§ **Exercise requirements**
What lines in the records below include the word "lineWidth"? Return each one.
_ _ _
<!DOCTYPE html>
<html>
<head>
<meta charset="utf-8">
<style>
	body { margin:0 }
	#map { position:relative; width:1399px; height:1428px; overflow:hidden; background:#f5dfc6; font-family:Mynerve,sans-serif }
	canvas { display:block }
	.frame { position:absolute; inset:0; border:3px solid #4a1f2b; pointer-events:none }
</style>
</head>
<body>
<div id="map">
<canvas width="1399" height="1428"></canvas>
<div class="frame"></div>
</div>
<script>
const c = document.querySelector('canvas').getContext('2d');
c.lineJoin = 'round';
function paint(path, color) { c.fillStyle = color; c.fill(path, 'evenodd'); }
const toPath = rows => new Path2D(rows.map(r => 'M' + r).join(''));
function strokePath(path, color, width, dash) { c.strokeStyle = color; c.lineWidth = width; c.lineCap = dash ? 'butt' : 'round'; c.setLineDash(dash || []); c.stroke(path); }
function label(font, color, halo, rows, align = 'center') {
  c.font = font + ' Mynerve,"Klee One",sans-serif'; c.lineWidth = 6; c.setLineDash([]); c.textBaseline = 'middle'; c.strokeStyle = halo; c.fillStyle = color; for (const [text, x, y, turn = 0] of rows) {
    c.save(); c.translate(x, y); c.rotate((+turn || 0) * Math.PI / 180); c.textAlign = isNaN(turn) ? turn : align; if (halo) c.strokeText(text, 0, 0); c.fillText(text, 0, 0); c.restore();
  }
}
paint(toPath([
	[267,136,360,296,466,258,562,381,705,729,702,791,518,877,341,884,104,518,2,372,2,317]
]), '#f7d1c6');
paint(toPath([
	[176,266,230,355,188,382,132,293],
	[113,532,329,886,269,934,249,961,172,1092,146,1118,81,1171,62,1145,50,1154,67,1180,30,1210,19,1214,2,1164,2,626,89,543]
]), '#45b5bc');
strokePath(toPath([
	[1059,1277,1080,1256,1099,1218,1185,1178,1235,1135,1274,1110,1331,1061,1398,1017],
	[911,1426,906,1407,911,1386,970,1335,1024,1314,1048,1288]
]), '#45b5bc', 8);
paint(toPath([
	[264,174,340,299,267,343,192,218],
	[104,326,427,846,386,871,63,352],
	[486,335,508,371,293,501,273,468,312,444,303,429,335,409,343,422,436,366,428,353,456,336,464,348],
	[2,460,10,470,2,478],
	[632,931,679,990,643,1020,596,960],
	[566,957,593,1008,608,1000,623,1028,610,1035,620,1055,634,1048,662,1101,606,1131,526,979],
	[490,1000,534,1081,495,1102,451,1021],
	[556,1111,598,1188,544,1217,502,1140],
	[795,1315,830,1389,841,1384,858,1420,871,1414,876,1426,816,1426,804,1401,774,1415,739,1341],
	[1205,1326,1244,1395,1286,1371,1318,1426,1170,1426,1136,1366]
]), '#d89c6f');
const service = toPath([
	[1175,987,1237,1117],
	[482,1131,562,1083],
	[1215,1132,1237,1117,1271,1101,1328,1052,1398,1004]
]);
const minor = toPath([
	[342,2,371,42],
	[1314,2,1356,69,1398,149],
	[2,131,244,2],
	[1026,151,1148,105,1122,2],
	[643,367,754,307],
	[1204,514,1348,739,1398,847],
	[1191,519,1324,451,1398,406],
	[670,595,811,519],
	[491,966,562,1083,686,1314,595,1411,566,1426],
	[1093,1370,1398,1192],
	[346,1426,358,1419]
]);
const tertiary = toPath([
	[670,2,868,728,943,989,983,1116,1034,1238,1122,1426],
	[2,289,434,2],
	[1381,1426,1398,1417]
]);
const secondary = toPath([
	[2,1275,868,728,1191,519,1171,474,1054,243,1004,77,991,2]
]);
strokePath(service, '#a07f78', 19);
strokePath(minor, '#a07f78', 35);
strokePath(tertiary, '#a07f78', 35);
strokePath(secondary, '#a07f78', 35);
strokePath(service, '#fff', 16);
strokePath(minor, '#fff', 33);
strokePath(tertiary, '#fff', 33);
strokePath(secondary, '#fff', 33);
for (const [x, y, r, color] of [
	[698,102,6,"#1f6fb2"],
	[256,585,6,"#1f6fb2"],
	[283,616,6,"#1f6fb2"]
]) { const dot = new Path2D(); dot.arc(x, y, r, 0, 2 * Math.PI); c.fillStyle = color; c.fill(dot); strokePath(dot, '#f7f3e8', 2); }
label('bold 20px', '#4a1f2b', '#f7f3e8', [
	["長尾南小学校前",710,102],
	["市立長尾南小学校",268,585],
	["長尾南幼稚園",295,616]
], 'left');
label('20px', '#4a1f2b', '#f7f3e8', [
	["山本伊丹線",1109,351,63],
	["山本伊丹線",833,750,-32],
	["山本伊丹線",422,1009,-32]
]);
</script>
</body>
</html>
_ _ _
§ **Output of the task**
function strokePath(path, color, width, dash) { c.strokeStyle = color; c.lineWidth = width; c.lineCap = dash ? 'butt' : 'round'; c.setLineDash(dash || []); c.stroke(path); }
  c.font = font + ' Mynerve,"Klee One",sans-serif'; c.lineWidth = 6; c.setLineDash([]); c.textBaseline = 'middle'; c.strokeStyle = halo; c.fillStyle = color; for (const [text, x, y, turn = 0] of rows) {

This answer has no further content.